Obviously, staying at the forefront of leadership in TV design and technological innovation is one of LG’s major goals moving forward. By incorporating OLED and HDR technology within its 4K televisions, LG is ensuring that it remains one of the top television manufacturers in the world. High Dynamic Range (HDR) is the name for a photographic technique that combines multiple exposures to produce brighter and more detailed photos. This allows HDR images to retain detail in the brightest and darkest parts of a scene that are often lost when captured in other formats, giving HDR images a much wider luminance range. HDR video applies essentially the same principles, but on a grander and more sophisticated scale. HDR video content delivers greater luminance extremes – inkier blacks and blazing whites – within the same frame just like an HDR photograph does, but a great quality HDR video will also deliver much more subtlety and finesse in the space between the black and white extremes on the color spectrum.
However, it’s not just the sheer brightness range of HDR that’s so impressive. The ability to display a wide range of colors in between the deepest blacks and brightest whites is what really makes HDR such exciting technology. Thanks to the stunning amount of extra greyscale and shadow detail information made possible by HDR, dark scenes now look much more convincing than on normal LCD TVs. Colors also look vastly improved as richer, deeper saturations combine with more nuanced tonal shifts and blends – especially in the darker areas of an image. HDR colors don’t look overblown or unnatural – on the contrary, they look much more lifelike than those of today’s LCD TVs. LG is at the forefront, having the most experience and having pursued the technology to a greater extent than the competition. But an LG OLED product is so much more than advanced picture quality. The design of the TV, for example, has been well thought out, wherein wires are parallel to the panel rather than perpendicular. This allows it to be perfectly flush with the wall.
While HDR is all about luminosity and will make the television experience unquestionably better.

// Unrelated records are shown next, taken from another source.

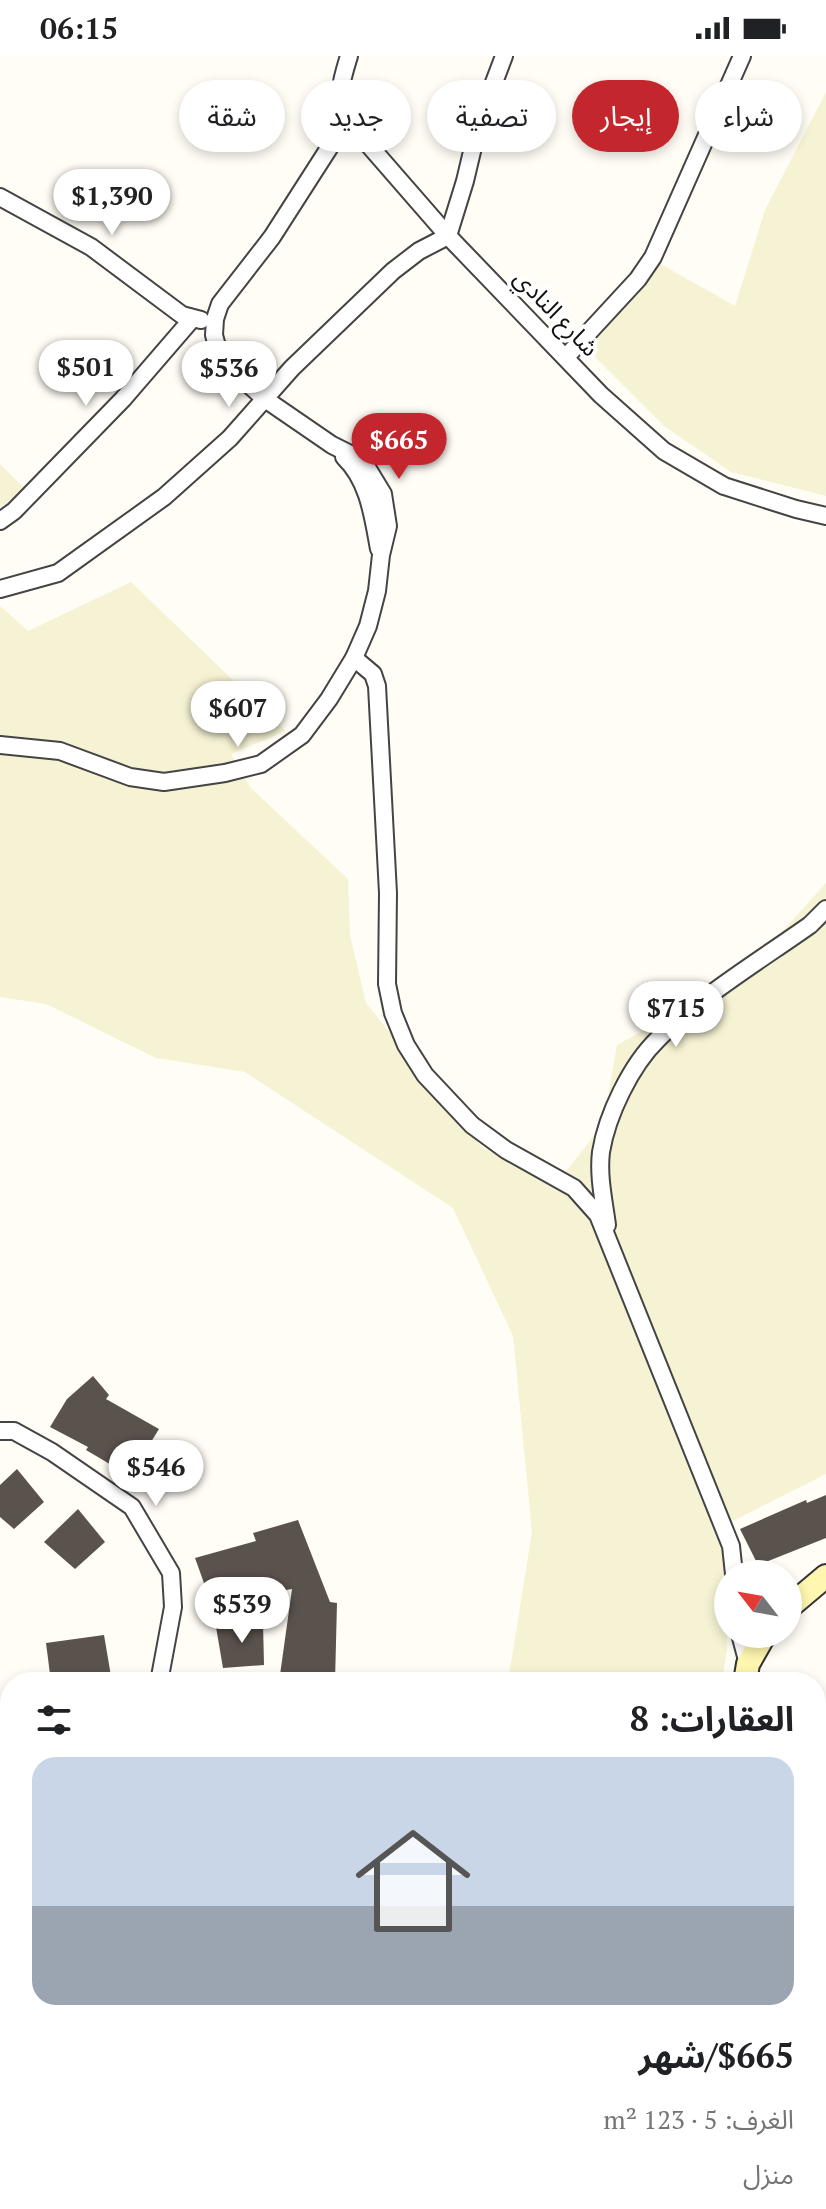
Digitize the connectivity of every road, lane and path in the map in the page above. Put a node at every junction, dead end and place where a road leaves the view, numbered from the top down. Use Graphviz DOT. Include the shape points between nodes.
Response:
graph roads {
  1 [pos="349,56"];
  2 [pos="504,56"];
  3 [pos="742,56"];
  4 [pos="343,80"];
  5 [pos="326,152"];
  6 [pos="375,152"];
  7 [pos="0,197"];
  8 [pos="448,236"];
  9 [pos="192,319"];
  10 [pos="215,319"];
  11 [pos="566,357"];
  12 [pos="265,399"];
  13 [pos="826,516"];
  14 [pos="0,521"];
  15 [pos="0,589"];
  16 [pos="354,658"];
  17 [pos="0,745"];
  18 [pos="826,909"];
  19 [pos="610,1243"];
  20 [pos="0,1431"];
  21 [pos="732,1560"];
  22 [pos="826,1576"];
  23 [pos="802,1596"];
  24 [pos="742,1648"];
  25 [pos="758,1648"];
  26 [pos="161,1672"];
  27 [pos="746,1672"];
  28 [pos="746,1672"];
  1 -- 4 [label="street"];
  2 -- 8 [label="street" via="479,122"];
  3 -- 11 [label="street" via="653,257"];
  5 -- 10 [label="street" via="272,237 220,304"];
  6 -- 8 [label="street, شارع النادي"];
  7 -- 9 [label="street" via="91,247"];
  8 -- 11 [label="street, شارع النادي"];
  8 -- 12 [label="street" via="393,271"];
  9 -- 10 [label="street"];
  9 -- 14 [label="street" via="105,418"];
  10 -- 12 [label="street" via="214,335 226,364"];
  11 -- 13 [label="street, شارع النادي" via="664,451 724,486"];
  12 -- 15 [label="street" via="198,468 76,562 39,580"];
  12 -- 16 [label="street" via="332,445 364,486 381,555 368,626"];
  16 -- 17 [label="street" via="302,735 261,764 237,770 164,782 130,777 60,751"];
  16 -- 19 [label="street" via="365,665 377,686 388,893 387,984 406,1045 425,1075 472,1125 574,1188 598,1215"];
  18 -- 19 [label="street" via="656,1040 629,1078 601,1154"];
  19 -- 21 [label="street"];
  20 -- 26 [label="street" via="14,1431 52,1452 132,1507 171,1573 173,1607"];
  22 -- 23 [label="street"];
  24 -- 27 [label="street"];
  25 -- 28 [label="street"];
}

Combining this with an existing technology will make an already perfect TV experience more perfect. OLED TV has been established as the world’s most advanced TV at present, and OLED’s technology is based on having perfect blacks. The marriage of the two, to create the HDR OLED TV would result in images that have more clarity than any other imaging technology that has ever existed, with an infinite contrast ratio. Imagine with increased luminosity, a starry night picture on an HDR OLED TV will look even better than the actual night sky. Fireworks come alive right in your living room, and images with many contrasting light and dark points feel even more realistic. A stained glass window inside a dark church comes on the screen, and you can almost smell the candles, aged wood and musty air. The HDR OLED TV will revolutionise our definition of image quality.